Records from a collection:
Segment Open
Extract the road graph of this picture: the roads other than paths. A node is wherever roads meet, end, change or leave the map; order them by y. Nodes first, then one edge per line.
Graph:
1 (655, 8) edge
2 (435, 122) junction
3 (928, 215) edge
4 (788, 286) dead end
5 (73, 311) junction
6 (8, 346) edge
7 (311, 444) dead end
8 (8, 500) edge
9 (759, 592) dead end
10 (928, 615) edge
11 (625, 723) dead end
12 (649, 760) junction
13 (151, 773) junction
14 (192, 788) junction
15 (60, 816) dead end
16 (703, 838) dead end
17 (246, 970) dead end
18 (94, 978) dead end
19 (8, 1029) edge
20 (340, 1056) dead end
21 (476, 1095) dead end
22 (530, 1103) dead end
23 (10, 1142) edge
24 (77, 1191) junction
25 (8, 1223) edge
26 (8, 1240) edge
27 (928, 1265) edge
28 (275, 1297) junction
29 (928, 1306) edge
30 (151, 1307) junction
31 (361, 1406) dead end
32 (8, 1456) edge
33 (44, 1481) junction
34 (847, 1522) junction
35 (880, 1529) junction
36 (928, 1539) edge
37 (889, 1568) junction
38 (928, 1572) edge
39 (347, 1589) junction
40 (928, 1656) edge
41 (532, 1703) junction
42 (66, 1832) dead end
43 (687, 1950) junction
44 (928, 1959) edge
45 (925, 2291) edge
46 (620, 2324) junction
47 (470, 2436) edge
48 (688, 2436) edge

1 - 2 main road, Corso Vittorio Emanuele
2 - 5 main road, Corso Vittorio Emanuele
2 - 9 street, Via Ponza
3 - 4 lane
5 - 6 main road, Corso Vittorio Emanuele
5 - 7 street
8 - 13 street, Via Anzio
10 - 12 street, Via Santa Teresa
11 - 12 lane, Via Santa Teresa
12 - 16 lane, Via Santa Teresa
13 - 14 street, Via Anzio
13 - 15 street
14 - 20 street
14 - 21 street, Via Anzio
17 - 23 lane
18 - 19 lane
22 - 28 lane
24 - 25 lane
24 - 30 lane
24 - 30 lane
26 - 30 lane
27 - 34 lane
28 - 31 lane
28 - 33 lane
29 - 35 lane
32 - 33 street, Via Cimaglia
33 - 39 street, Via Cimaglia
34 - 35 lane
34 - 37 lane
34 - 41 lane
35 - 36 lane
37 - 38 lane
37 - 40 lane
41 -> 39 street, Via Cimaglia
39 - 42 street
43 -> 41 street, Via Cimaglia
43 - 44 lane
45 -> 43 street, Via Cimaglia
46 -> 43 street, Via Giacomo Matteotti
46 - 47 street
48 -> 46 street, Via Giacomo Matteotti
Segment Closed
> _Task goal_:
Output the records in full, exactly.

> _Response_:
Extract the road graph of this picture: the roads other than paths. A node is wherever roads meet, end, change or leave the map; order them by y. Nodes first, then one edge per line.
Graph:
1 (655, 8) edge
2 (435, 122) junction
3 (928, 215) edge
4 (788, 286) dead end
5 (73, 311) junction
6 (8, 346) edge
7 (311, 444) dead end
8 (8, 500) edge
9 (759, 592) dead end
10 (928, 615) edge
11 (625, 723) dead end
12 (649, 760) junction
13 (151, 773) junction
14 (192, 788) junction
15 (60, 816) dead end
16 (703, 838) dead end
17 (246, 970) dead end
18 (94, 978) dead end
19 (8, 1029) edge
20 (340, 1056) dead end
21 (476, 1095) dead end
22 (530, 1103) dead end
23 (10, 1142) edge
24 (77, 1191) junction
25 (8, 1223) edge
26 (8, 1240) edge
27 (928, 1265) edge
28 (275, 1297) junction
29 (928, 1306) edge
30 (151, 1307) junction
31 (361, 1406) dead end
32 (8, 1456) edge
33 (44, 1481) junction
34 (847, 1522) junction
35 (880, 1529) junction
36 (928, 1539) edge
37 (889, 1568) junction
38 (928, 1572) edge
39 (347, 1589) junction
40 (928, 1656) edge
41 (532, 1703) junction
42 (66, 1832) dead end
43 (687, 1950) junction
44 (928, 1959) edge
45 (925, 2291) edge
46 (620, 2324) junction
47 (470, 2436) edge
48 (688, 2436) edge

1 - 2 main road, Corso Vittorio Emanuele
2 - 5 main road, Corso Vittorio Emanuele
2 - 9 street, Via Ponza
3 - 4 lane
5 - 6 main road, Corso Vittorio Emanuele
5 - 7 street
8 - 13 street, Via Anzio
10 - 12 street, Via Santa Teresa
11 - 12 lane, Via Santa Teresa
12 - 16 lane, Via Santa Teresa
13 - 14 street, Via Anzio
13 - 15 street
14 - 20 street
14 - 21 street, Via Anzio
17 - 23 lane
18 - 19 lane
22 - 28 lane
24 - 25 lane
24 - 30 lane
24 - 30 lane
26 - 30 lane
27 - 34 lane
28 - 31 lane
28 - 33 lane
29 - 35 lane
32 - 33 street, Via Cimaglia
33 - 39 street, Via Cimaglia
34 - 35 lane
34 - 37 lane
34 - 41 lane
35 - 36 lane
37 - 38 lane
37 - 40 lane
41 -> 39 street, Via Cimaglia
39 - 42 street
43 -> 41 street, Via Cimaglia
43 - 44 lane
45 -> 43 street, Via Cimaglia
46 -> 43 street, Via Giacomo Matteotti
46 - 47 street
48 -> 46 street, Via Giacomo Matteotti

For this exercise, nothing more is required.